Compared to limiting the depth, simplifying a large tree ends up producing much better results. For the 3D model I’ve been using in my examples, we can probably even get away with 512 leaves, which translates to roughly 16KB in a simple binary format. Here is what we get when simplifying our initially large tree:
# leaves | No normals | With normal map |
39,101 | ||
2,047 | ||
1,023 | ||
512 | ||
256 |
Limitations
While tree representations are cheap to render, easy to simplify, and efficient to store, the trees themselves are expensive to create. My implementation of ID3 and TAO takes minutes—or even hours—to build a new, high-resolution tree from an existing mesh.

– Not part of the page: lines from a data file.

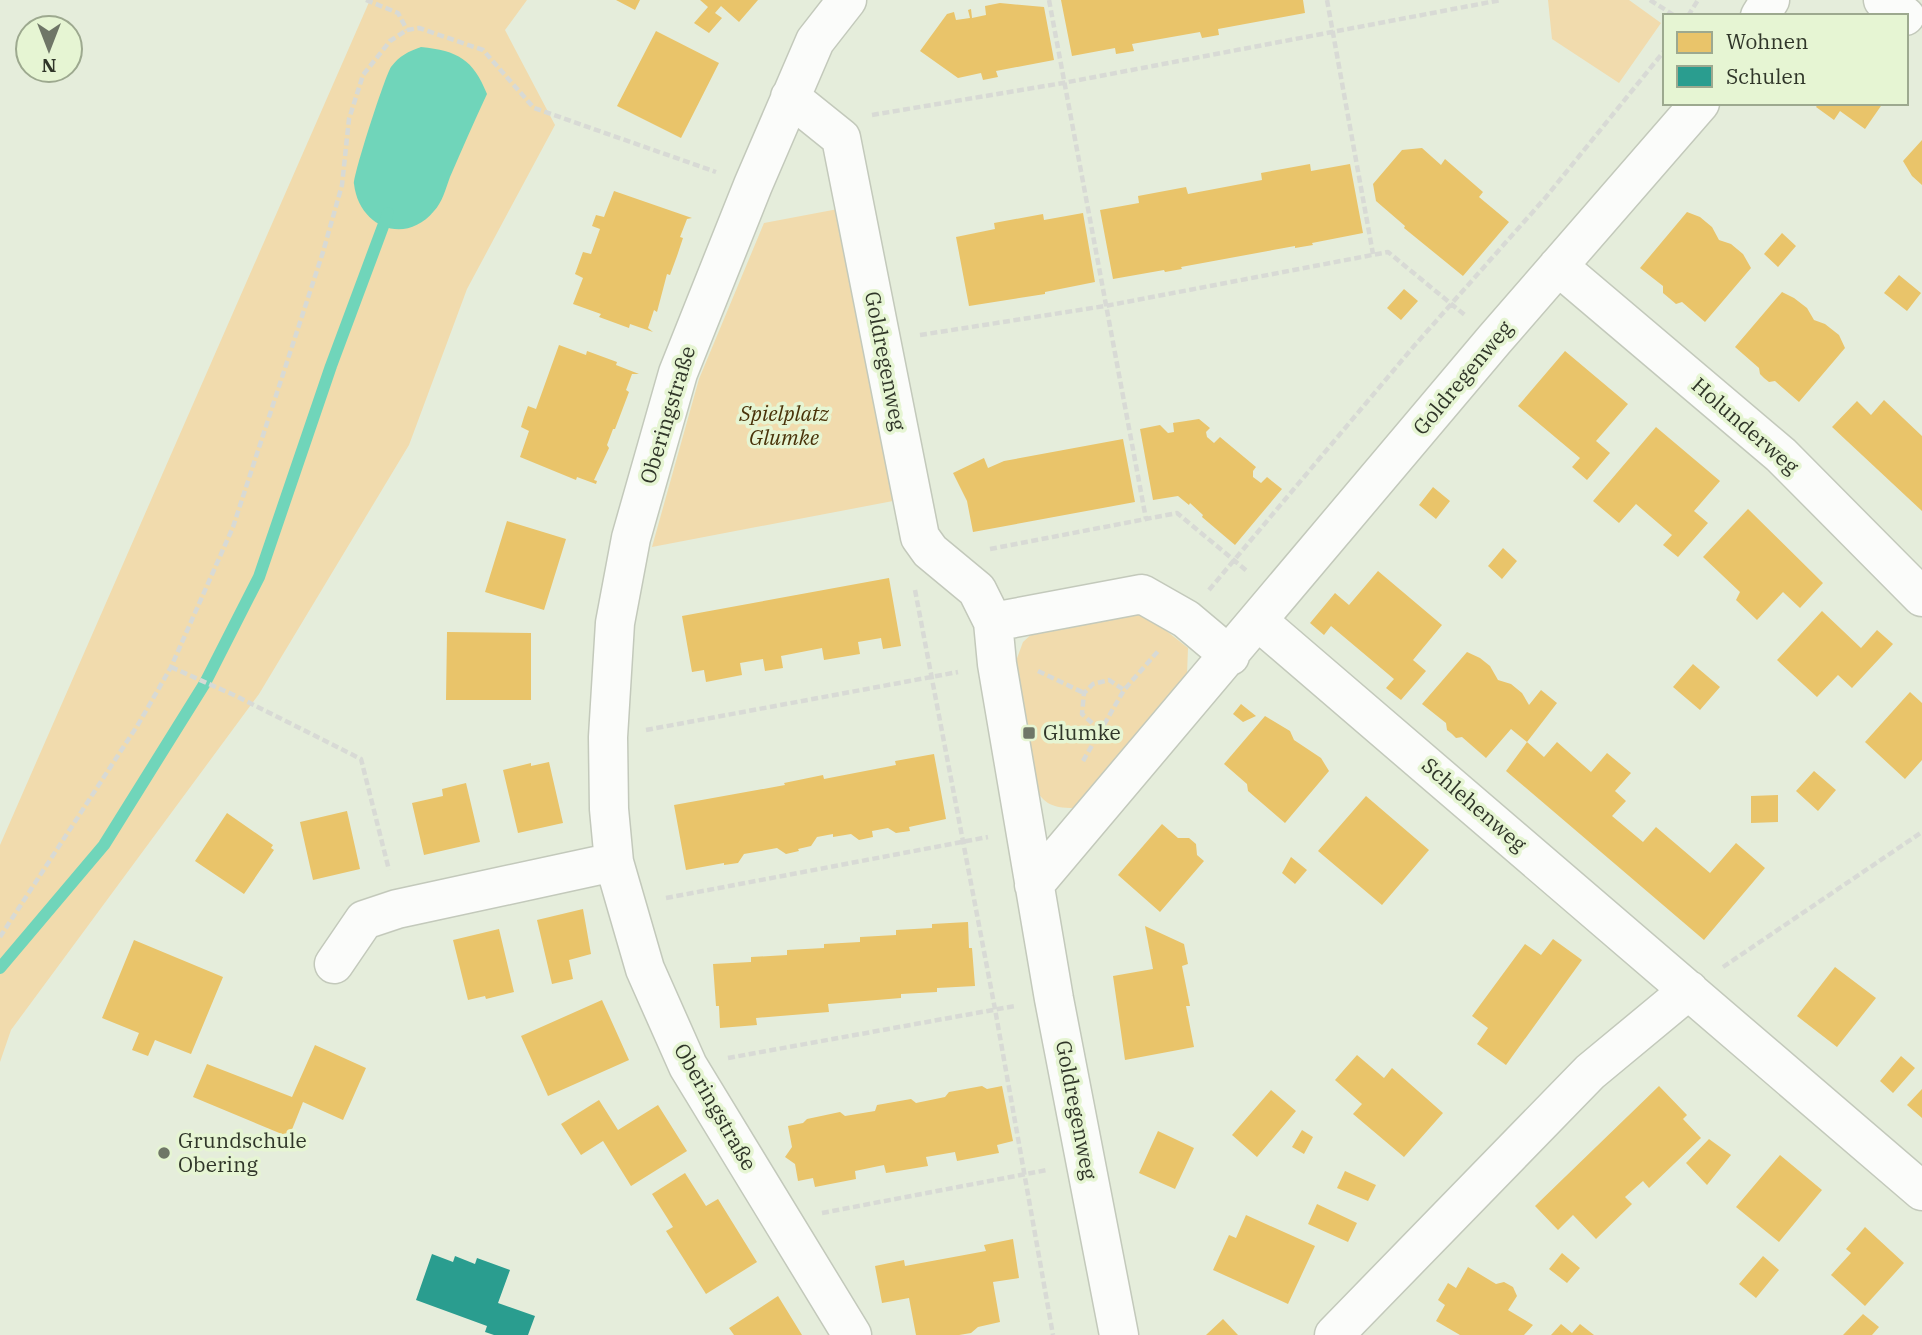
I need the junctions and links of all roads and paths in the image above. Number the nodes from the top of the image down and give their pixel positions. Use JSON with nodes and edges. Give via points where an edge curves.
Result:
{"nodes":[{"id":1,"x":366,"y":0,"type":"edge"},
{"id":2,"x":846,"y":0,"type":"edge"},
{"id":3,"x":1049,"y":0,"type":"edge"},
{"id":4,"x":1327,"y":0,"type":"edge"},
{"id":5,"x":1501,"y":0,"type":"edge"},
{"id":6,"x":1650,"y":0,"type":"edge"},
{"id":7,"x":1883,"y":0,"type":"edge"},
{"id":8,"x":1672,"y":14,"type":"edge"},
{"id":9,"x":1903,"y":14,"type":"edge"},
{"id":10,"x":407,"y":30,"type":"junction"},
{"id":11,"x":1333,"y":33,"type":"junction"},
{"id":12,"x":1663,"y":53,"type":"edge"},
{"id":13,"x":1063,"y":83,"type":"junction"},
{"id":14,"x":790,"y":97,"type":"junction"},
{"id":15,"x":1698,"y":105,"type":"edge"},
{"id":16,"x":823,"y":123,"type":"junction"},
{"id":17,"x":753,"y":185,"type":"junction"},
{"id":18,"x":1373,"y":254,"type":"junction"},
{"id":19,"x":1558,"y":266,"type":"junction"},
{"id":20,"x":1451,"y":304,"type":"junction"},
{"id":21,"x":1105,"y":306,"type":"junction"},
{"id":22,"x":1494,"y":340,"type":"junction"},
{"id":23,"x":881,"y":341,"type":"junction"},
{"id":24,"x":1146,"y":519,"type":"junction"},
{"id":25,"x":930,"y":548,"type":"junction"},
{"id":26,"x":1234,"y":560,"type":"junction"},
{"id":27,"x":1922,"y":597,"type":"edge"},
{"id":28,"x":1269,"y":609,"type":"junction"},
{"id":29,"x":1185,"y":619,"type":"junction"},
{"id":30,"x":993,"y":622,"type":"junction"},
{"id":31,"x":1230,"y":656,"type":"junction"},
{"id":32,"x":171,"y":667,"type":"junction"},
{"id":33,"x":932,"y":678,"type":"junction"},
{"id":34,"x":1124,"y":690,"type":"junction"},
{"id":35,"x":1100,"y":730,"type":"junction"},
{"id":36,"x":608,"y":737,"type":"junction"},
{"id":37,"x":1081,"y":765,"type":"dead end"},
{"id":38,"x":1025,"y":829,"type":"junction"},
{"id":39,"x":1922,"y":832,"type":"edge"},
{"id":40,"x":963,"y":842,"type":"junction"},
{"id":41,"x":614,"y":862,"type":"junction"},
{"id":42,"x":1034,"y":885,"type":"junction"},
{"id":43,"x":626,"y":905,"type":"junction"},
{"id":44,"x":397,"y":909,"type":"junction"},
{"id":45,"x":0,"y":937,"type":"edge"},
{"id":46,"x":334,"y":964,"type":"dead end"},
{"id":47,"x":1689,"y":990,"type":"junction"},
{"id":48,"x":1054,"y":999,"type":"junction"},
{"id":49,"x":995,"y":1009,"type":"junction"},
{"id":50,"x":688,"y":1066,"type":"junction"},
{"id":51,"x":1086,"y":1163,"type":"junction"},
{"id":52,"x":1023,"y":1174,"type":"junction"},
{"id":53,"x":1922,"y":1191,"type":"edge"},
{"id":54,"x":783,"y":1220,"type":"junction"},
{"id":55,"x":1353,"y":1330,"type":"edge"},
{"id":56,"x":852,"y":1335,"type":"edge"},
{"id":57,"x":1053,"y":1335,"type":"edge"},
{"id":58,"x":1119,"y":1335,"type":"edge"}],
"edges":[{"from":1,"to":10,"type":"path","via":[[398,13]]},
{"from":2,"to":14,"type":"street","name":"Oberingstraße","via":[[815,41]]},
{"from":3,"to":13,"type":"path"},
{"from":4,"to":11,"type":"path"},
{"from":5,"to":11,"type":"path"},
{"from":6,"to":8,"type":"path"},
{"from":7,"to":9,"type":"street"},
{"from":10,"to":17,"type":"path","via":[[419,28],[483,50],[534,108]]},
{"from":10,"to":32,"type":"path","via":[[390,41],[363,75],[349,119],[342,185],[318,265],[233,527]]},
{"from":11,"to":13,"type":"path"},
{"from":11,"to":18,"type":"path"},
{"from":12,"to":20,"type":"path"},
{"from":13,"to":16,"type":"path"},
{"from":13,"to":21,"type":"path"},
{"from":14,"to":16,"type":"street","name":"Goldregenweg"},
{"from":14,"to":17,"type":"street","name":"Oberingstraße"},
{"from":15,"to":19,"type":"street","name":"Goldregenweg"},
{"from":16,"to":23,"type":"street","name":"Goldregenweg","via":[[841,138]]},
{"from":17,"to":36,"type":"street","name":"Oberingstraße","via":[[678,373],[631,538],[615,623]]},
{"from":18,"to":20,"type":"path","via":[[1388,251]]},
{"from":18,"to":21,"type":"path"},
{"from":19,"to":22,"type":"street","name":"Goldregenweg"},
{"from":19,"to":27,"type":"street","name":"Holunderweg","via":[[1781,455]]},
{"from":20,"to":22,"type":"path"},
{"from":20,"to":26,"type":"path"},
{"from":21,"to":23,"type":"path"},
{"from":21,"to":24,"type":"path"},
{"from":22,"to":28,"type":"street","name":"Goldregenweg"},
{"from":23,"to":25,"type":"street","name":"Goldregenweg"},
{"from":24,"to":25,"type":"path"},
{"from":24,"to":26,"type":"path","via":[[1177,513]]},
{"from":25,"to":30,"type":"street","name":"Goldregenweg","via":[[976,590]]},
{"from":25,"to":33,"type":"path","via":[[909,555]]},
{"from":26,"to":28,"type":"path"},
{"from":26,"to":29,"type":"path"},
{"from":28,"to":31,"type":"street","name":"Goldregenweg"},
{"from":28,"to":47,"type":"street","name":"Schlehenweg"},
{"from":29,"to":30,"type":"street","via":[[1142,594]]},
{"from":29,"to":31,"type":"street"},
{"from":29,"to":34,"type":"path"},
{"from":30,"to":38,"type":"street","name":"Goldregenweg"},
{"from":31,"to":42,"type":"street","name":"Goldregenweg"},
{"from":32,"to":44,"type":"path","via":[[361,759]]},
{"from":32,"to":45,"type":"path"},
{"from":33,"to":36,"type":"path"},
{"from":33,"to":40,"type":"path"},
{"from":34,"to":35,"type":"path"},
{"from":34,"to":35,"type":"path","via":[[1110,680],[1093,684],[1083,693],[1082,714]]},
{"from":35,"to":37,"type":"path"},
{"from":36,"to":41,"type":"street","name":"Oberingstraße"},
{"from":38,"to":40,"type":"path"},
{"from":38,"to":42,"type":"street","name":"Goldregenweg"},
{"from":39,"to":47,"type":"path"},
{"from":40,"to":43,"type":"path"},
{"from":40,"to":49,"type":"path"},
{"from":41,"to":43,"type":"street","name":"Oberingstraße"},
{"from":41,"to":44,"type":"street"},
{"from":42,"to":48,"type":"street","name":"Goldregenweg"},
{"from":43,"to":50,"type":"street","name":"Oberingstraße","via":[[645,969]]},
{"from":44,"to":46,"type":"street","via":[[364,919]]},
{"from":47,"to":53,"type":"street","name":"Schlehenweg"},
{"from":47,"to":55,"type":"street","via":[[1590,1072]]},
{"from":48,"to":49,"type":"path"},
{"from":48,"to":51,"type":"street","name":"Goldregenweg"},
{"from":49,"to":50,"type":"path"},
{"from":49,"to":52,"type":"path"},
{"from":50,"to":54,"type":"street","name":"Oberingstraße"},
{"from":51,"to":52,"type":"path"},
{"from":51,"to":58,"type":"street","name":"Goldregenweg"},
{"from":52,"to":54,"type":"path"},
{"from":52,"to":57,"type":"path"},
{"from":54,"to":56,"type":"street","name":"Oberingstraße"}]}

I suspect that there are clever ways to make this more efficient, but it wasn’t my main focus for this project. The cost and difficulty of creating trees from existing 3D models is probably the biggest current limitation of this approach.

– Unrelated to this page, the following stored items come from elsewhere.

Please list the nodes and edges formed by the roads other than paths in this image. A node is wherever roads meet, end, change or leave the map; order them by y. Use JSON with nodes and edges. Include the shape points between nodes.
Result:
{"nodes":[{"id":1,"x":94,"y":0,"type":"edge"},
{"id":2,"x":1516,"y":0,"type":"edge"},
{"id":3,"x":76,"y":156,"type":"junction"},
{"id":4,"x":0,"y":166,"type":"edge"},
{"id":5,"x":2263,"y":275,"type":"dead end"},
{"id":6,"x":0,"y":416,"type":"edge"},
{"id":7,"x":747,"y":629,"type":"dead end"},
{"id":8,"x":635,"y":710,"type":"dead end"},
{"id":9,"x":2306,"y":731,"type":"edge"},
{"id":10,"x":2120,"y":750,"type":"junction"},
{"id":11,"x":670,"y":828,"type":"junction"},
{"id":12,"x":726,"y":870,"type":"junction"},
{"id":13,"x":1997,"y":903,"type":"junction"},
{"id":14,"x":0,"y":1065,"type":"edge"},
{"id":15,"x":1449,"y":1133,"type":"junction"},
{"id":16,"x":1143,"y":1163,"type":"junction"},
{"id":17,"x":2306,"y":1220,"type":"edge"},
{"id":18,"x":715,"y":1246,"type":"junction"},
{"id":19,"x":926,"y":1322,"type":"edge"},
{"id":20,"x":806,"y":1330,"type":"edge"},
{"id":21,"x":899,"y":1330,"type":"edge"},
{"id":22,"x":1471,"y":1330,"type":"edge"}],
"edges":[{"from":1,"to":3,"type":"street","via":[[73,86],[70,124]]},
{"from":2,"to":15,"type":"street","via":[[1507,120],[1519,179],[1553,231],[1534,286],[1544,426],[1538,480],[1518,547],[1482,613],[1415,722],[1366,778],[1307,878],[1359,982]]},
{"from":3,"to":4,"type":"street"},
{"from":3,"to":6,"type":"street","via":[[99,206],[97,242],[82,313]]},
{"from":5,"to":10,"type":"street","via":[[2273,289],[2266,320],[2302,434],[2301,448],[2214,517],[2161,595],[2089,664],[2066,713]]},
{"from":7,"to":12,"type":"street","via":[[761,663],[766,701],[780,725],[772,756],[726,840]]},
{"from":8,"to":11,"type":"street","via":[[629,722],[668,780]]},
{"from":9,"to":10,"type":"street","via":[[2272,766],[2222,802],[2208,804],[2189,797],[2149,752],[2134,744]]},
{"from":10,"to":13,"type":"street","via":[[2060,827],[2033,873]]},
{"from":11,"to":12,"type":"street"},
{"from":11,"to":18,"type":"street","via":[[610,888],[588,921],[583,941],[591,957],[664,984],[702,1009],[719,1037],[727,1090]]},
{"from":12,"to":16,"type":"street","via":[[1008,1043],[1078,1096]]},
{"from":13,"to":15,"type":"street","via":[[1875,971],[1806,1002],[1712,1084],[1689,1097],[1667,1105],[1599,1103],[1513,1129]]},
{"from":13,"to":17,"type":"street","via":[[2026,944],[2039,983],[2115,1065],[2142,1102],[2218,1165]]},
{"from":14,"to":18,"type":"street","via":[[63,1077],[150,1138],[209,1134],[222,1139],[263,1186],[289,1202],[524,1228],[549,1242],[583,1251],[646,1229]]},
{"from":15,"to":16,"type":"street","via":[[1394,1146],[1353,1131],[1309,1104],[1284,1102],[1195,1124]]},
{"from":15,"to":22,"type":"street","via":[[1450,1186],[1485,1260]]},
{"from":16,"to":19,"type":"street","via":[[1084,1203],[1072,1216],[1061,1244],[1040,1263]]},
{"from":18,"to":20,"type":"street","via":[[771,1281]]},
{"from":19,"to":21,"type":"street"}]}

When I first rendered a tree, I was really surprised by how bad the predicted normals were. In comparison, triangle meshes tend to produce much more reasonable normals, even at pretty low polygon counts. I suspect that this issue could be caused by my particular method of building trees. Because I use ID3, which searches for split directions in a finite space, it is difficult for decision branches to capture surface normals accurately. TAO probably can’t always come to the rescue either, since it’s hard to completely re-build a tree from the top down once it’s very deep. As a result, we end up with jagged regions that would probably be unnecessary if an earlier split had used the perfect normal direction in the first place.
One missing feature of 3D tree representations is UV mapping. For triangle meshes, it is relatively easy to map images onto the surface of the shape, allowing efficient storage of textures, normal maps, and other surface information. Since my tree formulation does not directly represent the surface of an object (but rather the entire volume), it is less obvious how to encode high-resolution details of the surface. Even for normal maps, which I did attempt to tackle, I didn’t store the normal map as a 2D image; instead, I had to store it as a 3D field that is only evaluated on or near the surface of the object. This might end up being okay, but it means that we have to encode textures and other surface information as their own trees (or ensembles).
Conclusion
I hope you found this interesting! If you would like to explore these ideas more, the code for this project is available on Github. I’ve also created a web demo for viewing trees in real time. This demo allows you to pan around a few example models, toggle normal maps, and visualize rendering cost. And yes, this does mean I was able to implement tree rendering efficiently in pure JavaScript!